RECIPROCAL-ACCOUNTABILITYBut this need not be the end of freedom. What I hammer relentlessly is the point about reciprocal accountability -- that average citizens must fight, like demons, to retain our ability to look back! To ensure that the protector caste can never get away with spying or meddling or doing anything else unsupervised and unscrutinized by a citizenry who are both knowing and fiercely determined to the bosses of this civilization. To stay free.

Rather than focusing on a few rogue wiretaps, it is the Bushite frenzy for secrecy, dismantling every tool of accountability and oversight, that we should find far more terrifying.

The utter insanity of our situation cannot be over-emphasized. Ask ANY of your conservative friends what their reaction would have been, had Bill Clinton done 1/10 of any of these things. Take ANY ONE category.
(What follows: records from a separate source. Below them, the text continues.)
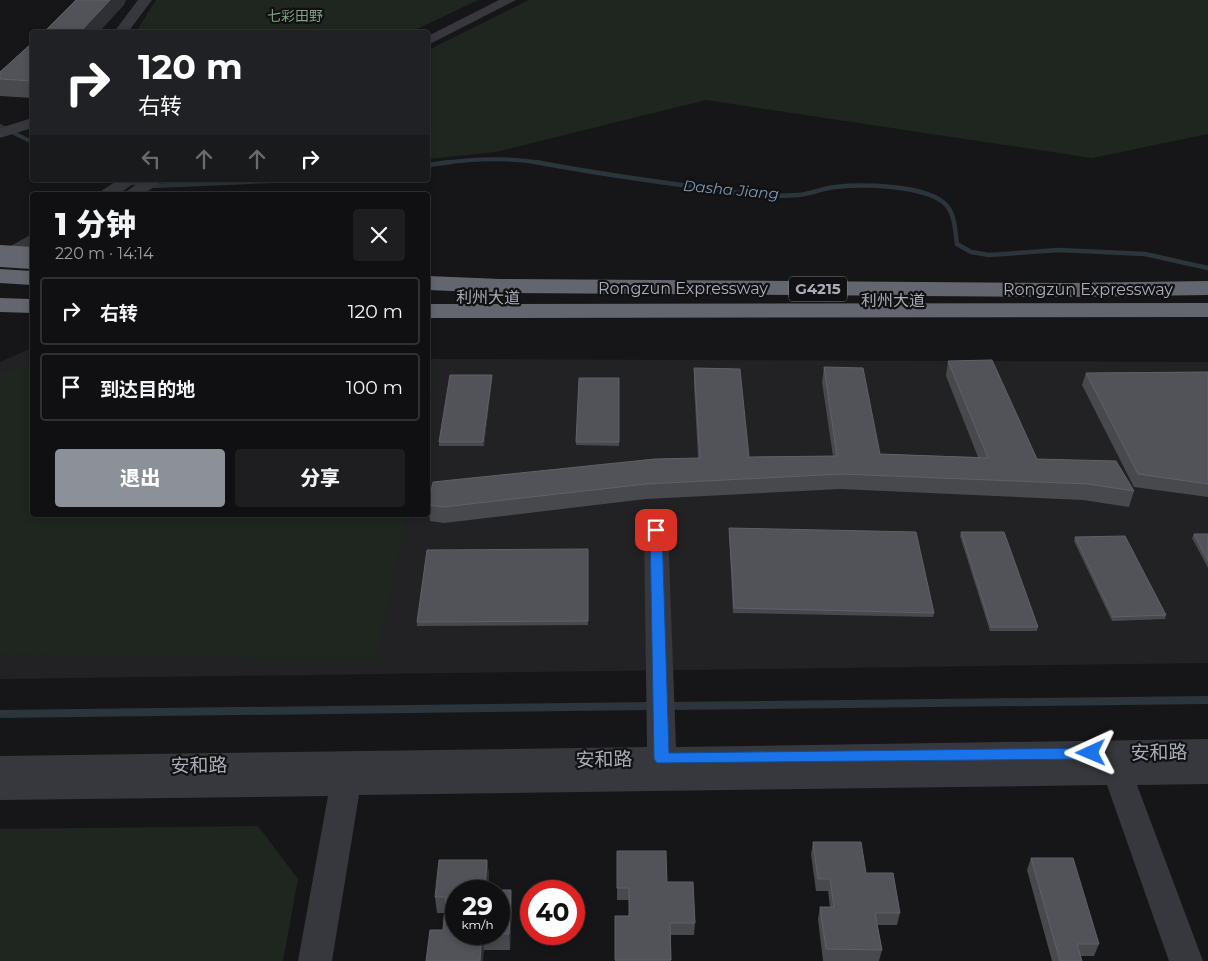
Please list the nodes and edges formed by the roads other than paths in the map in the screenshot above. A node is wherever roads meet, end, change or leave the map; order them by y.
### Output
1 (145, 0) edge
2 (486, 0) edge
3 (509, 0) edge
4 (122, 30) edge
5 (424, 30) edge
6 (430, 40) edge
7 (30, 125) edge
8 (0, 133) edge
9 (149, 182) edge
10 (124, 190) edge
11 (30, 242) edge
12 (30, 259) edge
13 (0, 273) edge
14 (30, 278) edge
15 (430, 283) edge
16 (1208, 288) edge
17 (30, 294) edge
18 (430, 296) edge
19 (1208, 297) edge
20 (0, 305) edge
21 (30, 306) edge
22 (430, 310) edge
23 (1208, 310) edge
24 (430, 320) edge
25 (1208, 322) edge
26 (656, 530) dead end
27 (1208, 751) edge
28 (662, 759) junction
29 (1113, 763) junction
30 (0, 768) edge
31 (1208, 772) edge
32 (347, 773) junction
33 (0, 788) edge
34 (315, 961) edge
35 (1186, 961) edge

1 - 4 street
2 - 5 street
3 - 6 street
7 - 8 street
9 - 10 street
11 - 13 street
12 - 13 highway, bridge
13 - 14 highway
13 - 17 highway
15 - 16 highway, Rongzun Expressway / G4215
18 - 19 highway, 利州大道
20 - 21 highway
22 - 23 highway, 利州大道
24 - 25 highway, Rongzun Expressway / G4215
26 - 28 street
27 - 29 street, 安和路
28 - 29 street, 安和路
28 - 32 street, 安和路
29 - 31 street, 安和路
29 - 32 street, 安和路
29 - 35 street
30 - 32 street, 安和路
32 - 33 street, 安和路
32 - 34 street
From busting the budget to relentless secrecy, demolition of our military readiness, torture, domestic spying, ruination of all our alliances, support for monopolies, the taking of bribes in exchange for pork contracts, interpreting every law as optional under the “Commander in Chief” clause, and utter destruction of international goodwill...

. . . .or the creation of a new category of human being called “enemy combatant.” One that has no legal rights, not even those guaranteed to prisoners of war. (Remind me to go into this further, in “comments.”)

Defy your conservative friends (the sincere ones) to close their eyes and imagine if Bill Clinton had done even a scintilla of any of these things... and tried to justify it all based on a state of “war” that not only was never declared, but that does not even exist.

Then remind them that, inevitably, another Clinton someday will re-take power in the see-saw rhythm of our democracy.

Do they really want the office of the presidency - regally empowered by such precedents - to behave in such ways, so secret and utterly unaccountable?


I mean it, go ask. Find the conservatives around you who are starting to twitch uncomfortably, their rationalizations turning strained and a bit shrill. These are people who know, deep down, that America -- and conservatism itself -- are in big trouble. Talk to them about all this from the perspective of conservatism! For example, their pragmatic need to prevent the kind of backlash that will put the left in power for decades! Grab them by the scruff of the neck and pose the “what if Clinton did this?” challenge.

It is time to make them face their duty. Tell them to stand up.